# [Your instructions]
Transcribe every entry that follows, word for word, and omit the images.

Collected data
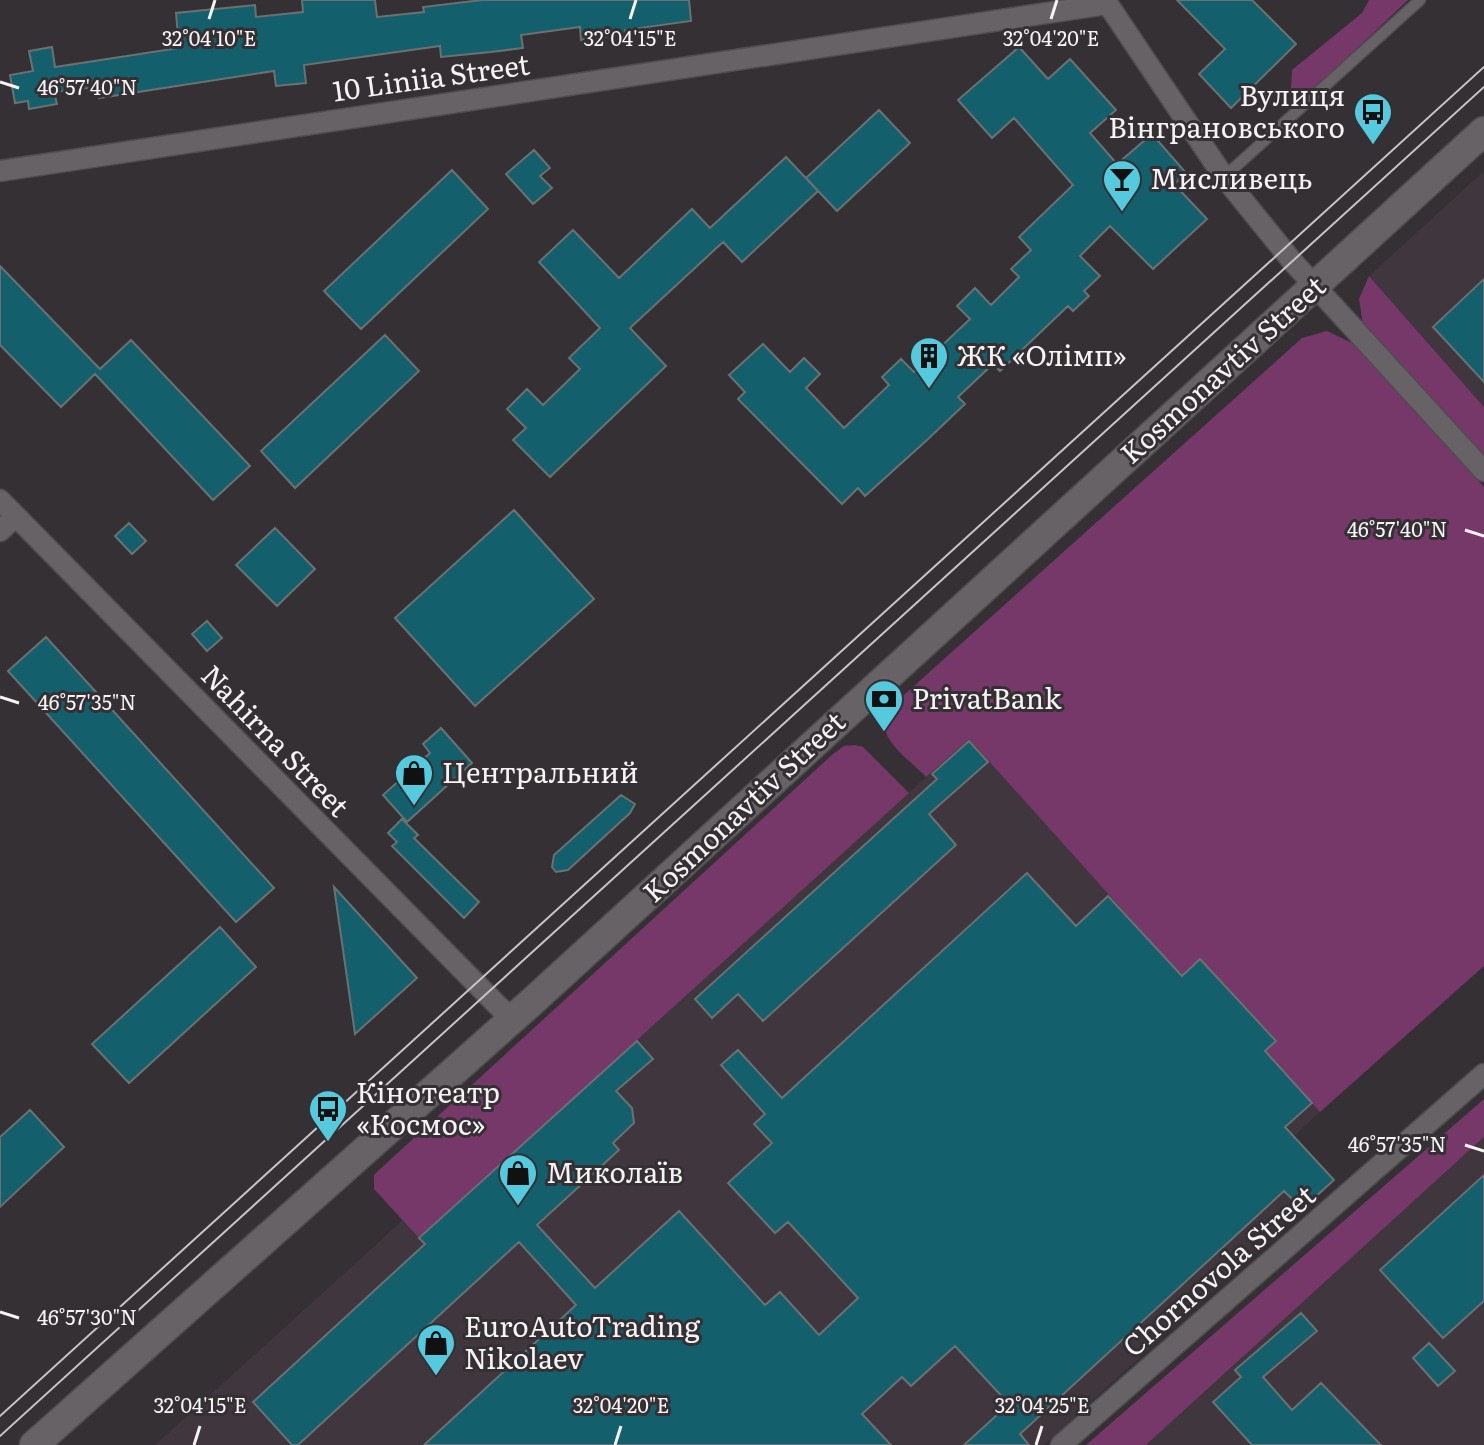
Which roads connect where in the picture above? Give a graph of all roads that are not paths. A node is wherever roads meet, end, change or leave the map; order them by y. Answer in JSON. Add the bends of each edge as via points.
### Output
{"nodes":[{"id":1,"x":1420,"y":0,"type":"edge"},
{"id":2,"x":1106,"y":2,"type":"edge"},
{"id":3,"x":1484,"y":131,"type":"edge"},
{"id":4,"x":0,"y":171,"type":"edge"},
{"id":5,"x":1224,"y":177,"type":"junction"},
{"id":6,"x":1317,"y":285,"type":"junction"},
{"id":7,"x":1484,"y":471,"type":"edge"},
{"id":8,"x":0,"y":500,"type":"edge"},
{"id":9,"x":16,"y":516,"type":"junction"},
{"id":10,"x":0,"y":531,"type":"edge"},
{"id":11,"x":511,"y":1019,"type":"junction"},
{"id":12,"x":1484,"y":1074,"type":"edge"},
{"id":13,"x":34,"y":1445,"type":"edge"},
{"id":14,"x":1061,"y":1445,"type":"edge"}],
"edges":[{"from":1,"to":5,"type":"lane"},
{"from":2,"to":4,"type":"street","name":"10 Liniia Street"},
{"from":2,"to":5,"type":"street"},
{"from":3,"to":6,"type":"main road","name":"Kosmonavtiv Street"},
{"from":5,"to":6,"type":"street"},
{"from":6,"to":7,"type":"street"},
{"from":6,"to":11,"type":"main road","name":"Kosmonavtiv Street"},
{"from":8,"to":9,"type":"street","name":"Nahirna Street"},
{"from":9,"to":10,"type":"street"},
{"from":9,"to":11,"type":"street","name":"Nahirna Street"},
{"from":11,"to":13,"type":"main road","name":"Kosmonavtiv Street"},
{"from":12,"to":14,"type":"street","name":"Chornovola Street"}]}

# [Exercise output]
Which roads connect where in the picture above? Give a graph of all roads that are not paths. A node is wherever roads meet, end, change or leave the map; order them by y. Answer in JSON. Add the bends of each edge as via points.
### Output
{"nodes":[{"id":1,"x":1420,"y":0,"type":"edge"},
{"id":2,"x":1106,"y":2,"type":"edge"},
{"id":3,"x":1484,"y":131,"type":"edge"},
{"id":4,"x":0,"y":171,"type":"edge"},
{"id":5,"x":1224,"y":177,"type":"junction"},
{"id":6,"x":1317,"y":285,"type":"junction"},
{"id":7,"x":1484,"y":471,"type":"edge"},
{"id":8,"x":0,"y":500,"type":"edge"},
{"id":9,"x":16,"y":516,"type":"junction"},
{"id":10,"x":0,"y":531,"type":"edge"},
{"id":11,"x":511,"y":1019,"type":"junction"},
{"id":12,"x":1484,"y":1074,"type":"edge"},
{"id":13,"x":34,"y":1445,"type":"edge"},
{"id":14,"x":1061,"y":1445,"type":"edge"}],
"edges":[{"from":1,"to":5,"type":"lane"},
{"from":2,"to":4,"type":"street","name":"10 Liniia Street"},
{"from":2,"to":5,"type":"street"},
{"from":3,"to":6,"type":"main road","name":"Kosmonavtiv Street"},
{"from":5,"to":6,"type":"street"},
{"from":6,"to":7,"type":"street"},
{"from":6,"to":11,"type":"main road","name":"Kosmonavtiv Street"},
{"from":8,"to":9,"type":"street","name":"Nahirna Street"},
{"from":9,"to":10,"type":"street"},
{"from":9,"to":11,"type":"street","name":"Nahirna Street"},
{"from":11,"to":13,"type":"main road","name":"Kosmonavtiv Street"},
{"from":12,"to":14,"type":"street","name":"Chornovola Street"}]}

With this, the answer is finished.